Researchers Develop New Biomorphic Rechargeable Zinc Air Battery
Researchers from the University of Michigan’s Kotov lab developed a new, rechargeable zinc battery that may pave the way to distributed energy storage.
Researchers from the University of Michigan (U-M) have created a new form of battery that mimics the function of fat reserves found in humans and other animals. Like fat reserves, the new rechargeable zinc batteries integrate into the structure or body of a robot and provide energy when required.
The research team led by Nicholas Kotov, researcher, and Joseph B. and Florence V. Cejka professor of engineering at the University of Michigan developed the zinc battery and provided a new perspective on distributed energy storage following organismal biology.
Lithium vs. Zinc
Lithium-ion batteries are one of the main-stays in the battery space. They have a high energy density, voltage capacity, and lower self-discharge rate than other rechargeable batteries. The greater power and compact, lightweight nature of these batteries is also coveted. Lithium-ion batteries can last much longer between charges compared to other batteries on the market all the while maintaining a high level of performance.
The disadvantage of using lithium-ion includes the presence of toxic chemical components of which they are constituted. Researchers have long endeavored to find another alternative to lithium.
The new zinc battery works by passing hydroxide ions between a zinc electrode and the air side through an electrolyte membrane. The membrane is a composite of non-toxic, abundant, and cheap materials including zinc.
Carbon-based (aramid) fibers found in kevlar vests form a network and a new water-based polymer gel enables the transfer of hydroxide ions between the electrodes. The team wishes to upcycle such materials from body armor like kevlar vests. This is a more sustainable practice for battery development.
While zinc-based batteries are yet to meet the high capacity and longer cycle time exhibited by lithium-ion batteries, they are considered less flammable. The aramid nanofibers and gel will not catch fire if the battery is damaged, unlike lithium batteries.
First author and postdoctoral researcher at the Chinese Harbin Institute of Technology and visiting researcher to Kotov’s lab, Mingqiang Wang provided her view on zinc batteries in a recent news release saying, “We estimate that robots could have 72 times more power capacity if their exteriors were replaced with zinc batteries, compared to having a single lithium-ion battery.”
Although the energy density capable of LIBs has been top-mark, Prof Kotov and his team improved prior versions of the zinc battery to make it better.
Zinc Battery Powered Robots
Across the global industry, autonomous mobile robots, drones, factory product line robots, warehouse robots, and healthcare robots are thriving and growing exponentially in their development and utilization.

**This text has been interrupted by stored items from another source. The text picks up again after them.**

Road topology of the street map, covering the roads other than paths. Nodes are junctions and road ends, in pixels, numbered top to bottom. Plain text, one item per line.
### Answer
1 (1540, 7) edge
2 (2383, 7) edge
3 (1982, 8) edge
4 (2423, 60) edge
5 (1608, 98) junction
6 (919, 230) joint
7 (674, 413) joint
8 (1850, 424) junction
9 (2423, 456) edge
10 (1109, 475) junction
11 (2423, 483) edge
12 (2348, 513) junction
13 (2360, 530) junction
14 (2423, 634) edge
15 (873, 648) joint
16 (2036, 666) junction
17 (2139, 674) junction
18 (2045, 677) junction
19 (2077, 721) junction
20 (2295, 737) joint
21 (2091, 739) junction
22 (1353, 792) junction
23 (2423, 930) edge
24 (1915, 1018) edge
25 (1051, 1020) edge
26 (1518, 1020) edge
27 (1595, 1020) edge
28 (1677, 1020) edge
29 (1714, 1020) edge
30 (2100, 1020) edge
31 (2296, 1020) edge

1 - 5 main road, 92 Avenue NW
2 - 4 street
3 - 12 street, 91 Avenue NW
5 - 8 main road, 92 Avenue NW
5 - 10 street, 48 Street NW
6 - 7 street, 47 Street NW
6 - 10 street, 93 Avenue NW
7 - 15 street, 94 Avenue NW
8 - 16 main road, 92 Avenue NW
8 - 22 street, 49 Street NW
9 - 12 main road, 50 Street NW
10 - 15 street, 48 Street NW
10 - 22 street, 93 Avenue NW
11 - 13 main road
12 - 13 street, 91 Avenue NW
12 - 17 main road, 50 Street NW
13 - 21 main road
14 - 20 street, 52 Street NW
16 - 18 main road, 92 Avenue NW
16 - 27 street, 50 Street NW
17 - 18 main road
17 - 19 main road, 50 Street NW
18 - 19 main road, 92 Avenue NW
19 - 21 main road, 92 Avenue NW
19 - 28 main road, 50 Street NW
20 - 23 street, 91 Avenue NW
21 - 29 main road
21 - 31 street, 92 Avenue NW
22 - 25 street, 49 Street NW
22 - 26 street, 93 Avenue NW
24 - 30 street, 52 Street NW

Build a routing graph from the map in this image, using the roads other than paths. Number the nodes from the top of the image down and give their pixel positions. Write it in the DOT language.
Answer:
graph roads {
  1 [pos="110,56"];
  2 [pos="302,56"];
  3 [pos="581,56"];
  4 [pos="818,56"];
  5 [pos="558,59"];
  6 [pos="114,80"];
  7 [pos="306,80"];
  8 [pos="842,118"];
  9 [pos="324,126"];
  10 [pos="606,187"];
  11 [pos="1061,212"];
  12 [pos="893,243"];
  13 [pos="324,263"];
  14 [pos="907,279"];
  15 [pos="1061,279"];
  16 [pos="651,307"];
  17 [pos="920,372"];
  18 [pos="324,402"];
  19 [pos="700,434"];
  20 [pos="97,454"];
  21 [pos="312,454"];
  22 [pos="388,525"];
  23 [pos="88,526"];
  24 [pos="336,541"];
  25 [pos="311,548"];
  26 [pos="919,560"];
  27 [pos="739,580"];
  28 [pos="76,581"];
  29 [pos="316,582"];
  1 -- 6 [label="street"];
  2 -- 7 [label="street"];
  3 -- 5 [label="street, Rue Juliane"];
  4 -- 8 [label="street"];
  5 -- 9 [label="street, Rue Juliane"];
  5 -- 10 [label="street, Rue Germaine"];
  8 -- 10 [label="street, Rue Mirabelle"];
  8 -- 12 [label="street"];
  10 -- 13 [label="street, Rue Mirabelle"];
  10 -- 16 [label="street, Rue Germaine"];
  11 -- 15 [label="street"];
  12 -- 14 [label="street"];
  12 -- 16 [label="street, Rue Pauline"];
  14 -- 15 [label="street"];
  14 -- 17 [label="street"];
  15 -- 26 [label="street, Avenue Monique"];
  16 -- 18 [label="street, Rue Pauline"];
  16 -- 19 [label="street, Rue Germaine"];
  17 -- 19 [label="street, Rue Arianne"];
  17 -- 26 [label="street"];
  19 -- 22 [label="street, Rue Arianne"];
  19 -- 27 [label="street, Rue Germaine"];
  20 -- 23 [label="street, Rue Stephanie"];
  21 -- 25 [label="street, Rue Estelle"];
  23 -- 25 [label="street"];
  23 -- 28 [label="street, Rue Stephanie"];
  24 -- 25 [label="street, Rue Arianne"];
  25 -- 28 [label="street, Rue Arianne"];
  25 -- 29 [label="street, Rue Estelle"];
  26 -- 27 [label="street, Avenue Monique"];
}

Experimental zinc air cell wrapped robot worm. Image used courtesy of University of Michigan
Designs for robots usually entail using a battery that takes up 20% or more space, and can sometimes equate to being the same weight. This is inefficient and cumbersome when considering microscale or even smaller robots.
The lab’s zinc battery could “do double duty — to store charge and protect the robot’s ‘organs’ — replicate the multifunctionality of fat tissues serving to store energy in living creatures,” said Ahmet Emre, a doctoral student in biomedical engineering in Kotov’s lab.
Researchers experimented with small robots in the form of a worm and a scorpion. Replacing the original batteries with zinc air cells, the team wired the cells to the motors and wrapped them around the outside of the little bots.
Kotov believes that the zinc battery design may be a cornerstone to the transition of single battery to distributed energy storage and may provide the best way forward in terms of creating highly efficient biomorphic devices.